→ **WHAT TO PRODUCE**: Copy each line of the records below that has "createLinearGradient" in it.
*** EXERCISE DATA ***
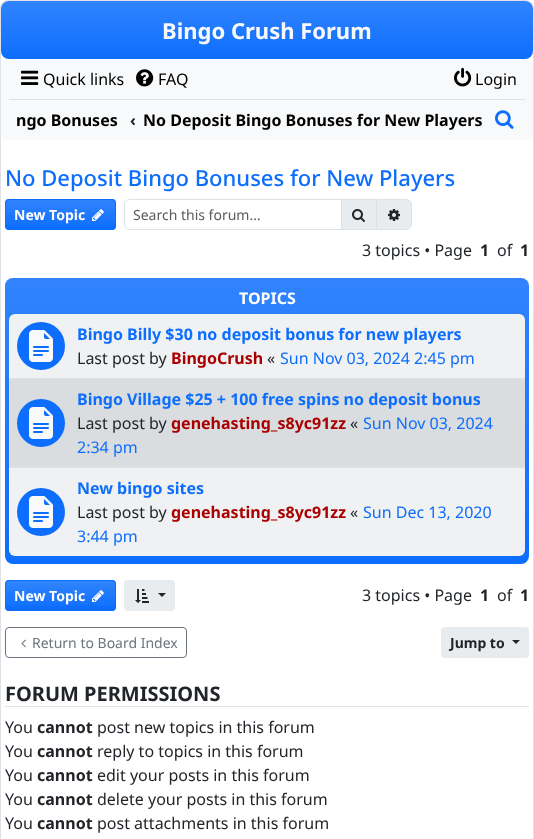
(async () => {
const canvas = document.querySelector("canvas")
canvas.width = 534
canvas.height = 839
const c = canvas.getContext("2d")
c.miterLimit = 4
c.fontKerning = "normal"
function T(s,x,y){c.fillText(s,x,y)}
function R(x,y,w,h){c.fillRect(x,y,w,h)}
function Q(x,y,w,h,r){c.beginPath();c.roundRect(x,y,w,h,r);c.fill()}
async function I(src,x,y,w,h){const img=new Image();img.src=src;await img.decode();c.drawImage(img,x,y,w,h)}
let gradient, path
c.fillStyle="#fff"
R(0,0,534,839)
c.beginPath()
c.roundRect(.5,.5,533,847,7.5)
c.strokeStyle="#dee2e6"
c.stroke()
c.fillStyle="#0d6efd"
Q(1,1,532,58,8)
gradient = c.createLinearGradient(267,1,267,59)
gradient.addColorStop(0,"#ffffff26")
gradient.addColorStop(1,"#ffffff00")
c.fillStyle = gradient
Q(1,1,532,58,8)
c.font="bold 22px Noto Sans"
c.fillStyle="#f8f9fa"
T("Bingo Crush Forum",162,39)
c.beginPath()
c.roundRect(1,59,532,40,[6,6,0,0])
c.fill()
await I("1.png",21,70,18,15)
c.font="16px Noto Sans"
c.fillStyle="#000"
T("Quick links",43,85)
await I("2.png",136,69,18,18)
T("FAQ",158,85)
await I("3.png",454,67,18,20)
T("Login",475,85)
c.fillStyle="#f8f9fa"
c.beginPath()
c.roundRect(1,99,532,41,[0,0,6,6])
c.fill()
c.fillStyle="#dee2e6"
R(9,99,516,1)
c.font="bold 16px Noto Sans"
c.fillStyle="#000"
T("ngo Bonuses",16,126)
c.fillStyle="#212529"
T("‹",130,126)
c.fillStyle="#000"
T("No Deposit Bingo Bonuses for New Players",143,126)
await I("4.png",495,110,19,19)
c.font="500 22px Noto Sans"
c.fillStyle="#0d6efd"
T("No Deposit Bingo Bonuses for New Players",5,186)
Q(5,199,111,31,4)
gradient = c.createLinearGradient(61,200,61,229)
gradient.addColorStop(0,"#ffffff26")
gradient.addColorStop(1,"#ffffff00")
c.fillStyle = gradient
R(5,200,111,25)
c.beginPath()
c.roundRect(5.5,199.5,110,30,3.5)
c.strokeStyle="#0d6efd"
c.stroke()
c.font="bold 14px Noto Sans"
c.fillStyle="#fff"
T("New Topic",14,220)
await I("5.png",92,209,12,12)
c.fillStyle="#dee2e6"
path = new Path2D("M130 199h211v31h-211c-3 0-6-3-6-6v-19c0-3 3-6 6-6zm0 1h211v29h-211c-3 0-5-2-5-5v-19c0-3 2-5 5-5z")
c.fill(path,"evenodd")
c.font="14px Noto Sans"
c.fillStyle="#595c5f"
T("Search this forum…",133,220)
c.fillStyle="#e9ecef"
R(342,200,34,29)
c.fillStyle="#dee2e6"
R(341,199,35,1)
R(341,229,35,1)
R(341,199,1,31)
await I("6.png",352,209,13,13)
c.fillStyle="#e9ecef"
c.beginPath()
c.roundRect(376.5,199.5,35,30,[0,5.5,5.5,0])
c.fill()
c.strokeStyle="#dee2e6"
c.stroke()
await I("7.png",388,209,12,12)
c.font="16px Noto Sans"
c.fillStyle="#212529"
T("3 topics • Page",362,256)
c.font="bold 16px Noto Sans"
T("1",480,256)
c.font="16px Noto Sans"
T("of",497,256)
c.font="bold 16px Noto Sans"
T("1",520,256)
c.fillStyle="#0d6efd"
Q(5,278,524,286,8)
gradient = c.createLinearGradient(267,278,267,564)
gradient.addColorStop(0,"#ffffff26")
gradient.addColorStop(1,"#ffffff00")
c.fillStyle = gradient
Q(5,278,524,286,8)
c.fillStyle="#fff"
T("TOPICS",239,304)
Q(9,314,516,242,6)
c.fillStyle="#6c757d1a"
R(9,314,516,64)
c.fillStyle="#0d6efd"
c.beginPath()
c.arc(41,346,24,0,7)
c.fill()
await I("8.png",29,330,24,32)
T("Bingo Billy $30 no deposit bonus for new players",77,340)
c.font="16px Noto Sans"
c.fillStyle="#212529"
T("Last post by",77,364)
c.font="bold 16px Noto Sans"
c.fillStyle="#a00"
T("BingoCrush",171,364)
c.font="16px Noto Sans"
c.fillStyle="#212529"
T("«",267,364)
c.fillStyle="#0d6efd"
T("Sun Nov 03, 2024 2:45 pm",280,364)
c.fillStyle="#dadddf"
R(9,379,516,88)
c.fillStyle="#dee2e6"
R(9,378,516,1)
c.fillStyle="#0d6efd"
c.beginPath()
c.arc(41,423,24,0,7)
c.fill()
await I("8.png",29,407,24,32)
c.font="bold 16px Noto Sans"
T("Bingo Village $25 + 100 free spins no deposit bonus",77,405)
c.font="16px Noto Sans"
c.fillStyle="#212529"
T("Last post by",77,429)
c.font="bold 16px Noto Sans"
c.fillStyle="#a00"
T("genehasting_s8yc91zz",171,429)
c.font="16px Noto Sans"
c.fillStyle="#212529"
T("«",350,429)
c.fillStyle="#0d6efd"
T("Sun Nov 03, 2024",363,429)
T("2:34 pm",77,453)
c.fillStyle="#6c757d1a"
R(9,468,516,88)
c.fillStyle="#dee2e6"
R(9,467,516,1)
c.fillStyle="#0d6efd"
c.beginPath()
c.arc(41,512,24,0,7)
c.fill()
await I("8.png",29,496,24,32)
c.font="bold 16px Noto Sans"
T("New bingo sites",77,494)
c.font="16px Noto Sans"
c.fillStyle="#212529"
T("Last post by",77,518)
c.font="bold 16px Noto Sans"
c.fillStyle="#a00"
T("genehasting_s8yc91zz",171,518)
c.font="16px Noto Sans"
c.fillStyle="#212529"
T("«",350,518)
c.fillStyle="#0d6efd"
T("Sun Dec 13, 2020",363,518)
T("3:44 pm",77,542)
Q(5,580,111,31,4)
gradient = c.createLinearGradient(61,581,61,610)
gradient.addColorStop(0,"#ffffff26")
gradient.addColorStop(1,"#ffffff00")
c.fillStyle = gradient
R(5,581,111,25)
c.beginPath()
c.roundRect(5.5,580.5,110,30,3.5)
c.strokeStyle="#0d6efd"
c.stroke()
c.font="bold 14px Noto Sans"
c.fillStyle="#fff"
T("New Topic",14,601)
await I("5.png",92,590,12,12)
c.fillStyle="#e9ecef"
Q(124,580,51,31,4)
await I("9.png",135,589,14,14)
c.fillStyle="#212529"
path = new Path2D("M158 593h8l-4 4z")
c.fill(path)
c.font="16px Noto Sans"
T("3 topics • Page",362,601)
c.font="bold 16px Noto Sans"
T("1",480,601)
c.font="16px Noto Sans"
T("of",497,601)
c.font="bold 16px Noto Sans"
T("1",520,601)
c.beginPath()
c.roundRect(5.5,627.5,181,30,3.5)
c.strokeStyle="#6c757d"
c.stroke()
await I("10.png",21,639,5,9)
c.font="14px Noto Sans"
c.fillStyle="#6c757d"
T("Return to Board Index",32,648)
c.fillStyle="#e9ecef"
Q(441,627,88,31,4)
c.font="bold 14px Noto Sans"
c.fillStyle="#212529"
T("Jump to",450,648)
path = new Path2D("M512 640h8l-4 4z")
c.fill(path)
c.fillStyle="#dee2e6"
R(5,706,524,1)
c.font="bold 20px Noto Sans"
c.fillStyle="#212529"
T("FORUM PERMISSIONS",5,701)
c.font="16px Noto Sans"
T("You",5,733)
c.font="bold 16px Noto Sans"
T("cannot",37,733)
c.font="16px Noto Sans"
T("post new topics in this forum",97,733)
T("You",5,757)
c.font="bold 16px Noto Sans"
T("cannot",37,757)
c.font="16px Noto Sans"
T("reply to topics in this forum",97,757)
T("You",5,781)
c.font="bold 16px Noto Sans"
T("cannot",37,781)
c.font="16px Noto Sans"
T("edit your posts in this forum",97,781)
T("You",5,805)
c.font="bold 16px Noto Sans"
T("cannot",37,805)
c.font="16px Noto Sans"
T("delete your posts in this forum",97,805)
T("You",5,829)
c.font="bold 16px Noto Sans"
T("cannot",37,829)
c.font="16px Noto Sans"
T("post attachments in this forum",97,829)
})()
***
→ **RESPONSE BOX**:
gradient = c.createLinearGradient(267,1,267,59)
gradient = c.createLinearGradient(61,200,61,229)
gradient = c.createLinearGradient(267,278,267,564)
gradient = c.createLinearGradient(61,581,61,610)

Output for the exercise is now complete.